Work request –
Images do not belong in the copy. Retype the entries exactly.

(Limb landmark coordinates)
'''

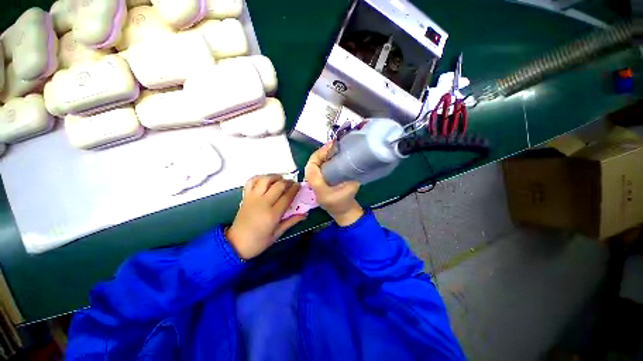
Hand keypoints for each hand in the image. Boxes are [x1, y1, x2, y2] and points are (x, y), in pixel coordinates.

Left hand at [226, 175, 305, 259]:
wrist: (236, 243)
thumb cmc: (258, 241)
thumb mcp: (277, 234)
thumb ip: (291, 221)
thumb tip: (304, 214)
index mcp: (272, 215)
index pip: (287, 197)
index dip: (295, 189)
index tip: (299, 185)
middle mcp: (263, 203)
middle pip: (278, 185)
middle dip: (288, 182)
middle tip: (292, 183)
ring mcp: (253, 198)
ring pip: (265, 180)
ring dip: (275, 177)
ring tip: (280, 179)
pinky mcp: (246, 196)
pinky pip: (251, 181)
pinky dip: (259, 177)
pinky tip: (265, 180)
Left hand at [305, 142, 363, 226]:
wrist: (343, 212)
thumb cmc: (346, 202)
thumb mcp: (351, 188)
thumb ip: (350, 176)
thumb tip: (349, 160)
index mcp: (317, 186)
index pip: (312, 166)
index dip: (320, 154)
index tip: (331, 146)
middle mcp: (312, 183)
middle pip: (312, 163)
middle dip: (321, 153)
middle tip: (333, 145)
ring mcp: (314, 182)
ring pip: (314, 165)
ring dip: (322, 156)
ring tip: (332, 149)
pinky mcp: (319, 181)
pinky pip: (318, 168)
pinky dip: (323, 160)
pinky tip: (331, 156)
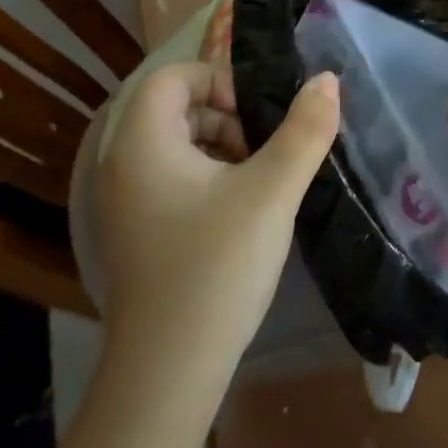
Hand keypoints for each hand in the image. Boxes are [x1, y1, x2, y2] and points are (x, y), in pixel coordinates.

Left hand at [93, 62, 339, 371]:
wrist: (169, 371)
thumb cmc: (217, 266)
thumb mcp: (272, 191)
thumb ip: (304, 130)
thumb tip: (326, 79)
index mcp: (142, 143)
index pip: (174, 76)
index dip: (220, 81)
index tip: (258, 117)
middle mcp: (121, 165)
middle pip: (174, 108)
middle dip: (226, 116)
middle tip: (264, 151)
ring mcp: (124, 203)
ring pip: (175, 145)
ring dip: (221, 147)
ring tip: (259, 182)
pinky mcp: (136, 232)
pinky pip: (171, 179)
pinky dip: (207, 178)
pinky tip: (239, 213)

'''

Your response –
Hand keypoints for each hand in the image. Boxes are [x1, y1, x2, y2] and points are (x, y), in pixel coordinates.

Left hand at [226, 175, 305, 259]:
wrist: (236, 243)
thumb cmc: (258, 241)
thumb mcp: (277, 234)
thumb ip: (291, 221)
thumb tip: (304, 214)
index mcp: (272, 215)
index pip: (287, 197)
index dip: (295, 189)
index tip: (299, 185)
middle mcp: (263, 203)
middle pip: (278, 185)
middle dip: (288, 182)
middle tip: (292, 183)
ring mcp: (253, 198)
ring pip: (265, 180)
ring dip: (275, 177)
ring tip: (280, 179)
pinky mcp: (246, 196)
pinky pip: (251, 181)
pinky dip: (259, 177)
pinky tip: (265, 180)
Left hand at [305, 142, 363, 226]:
wrist: (343, 212)
thumb cmc: (346, 202)
thumb mcp: (351, 188)
thumb ip: (350, 176)
thumb tip: (349, 160)
index mcp: (317, 186)
index pip: (312, 166)
index dip: (320, 154)
index tip: (331, 146)
middle mcp: (312, 183)
middle pip: (312, 163)
middle dip: (321, 153)
middle tip: (333, 145)
ring mcp: (314, 182)
ring pip: (314, 165)
ring dip: (322, 156)
ring tip: (332, 149)
pinky mcp: (319, 181)
pinky pip: (318, 168)
pinky dip: (323, 160)
pinky tip: (331, 156)
Hand keypoints for each hand in the image. Boxes are [x1, y1, x2, y2] and points are (x, y), in pixel coordinates.

Left hand at [93, 62, 339, 371]:
wrist: (169, 371)
thumb cmc: (217, 266)
thumb mcp: (272, 191)
thumb ip: (304, 130)
thumb tip: (326, 79)
index mcp: (142, 143)
index pip: (174, 76)
index dip: (220, 81)
index tip: (258, 117)
middle mcp: (121, 165)
middle pip: (174, 108)
middle dip: (226, 116)
middle tip: (264, 151)
ring mcp: (124, 203)
ring pip: (175, 145)
ring dip: (221, 147)
ring tip: (259, 182)
pinky mcp: (136, 232)
pinky pip: (171, 179)
pinky dip: (207, 178)
pinky tip: (239, 213)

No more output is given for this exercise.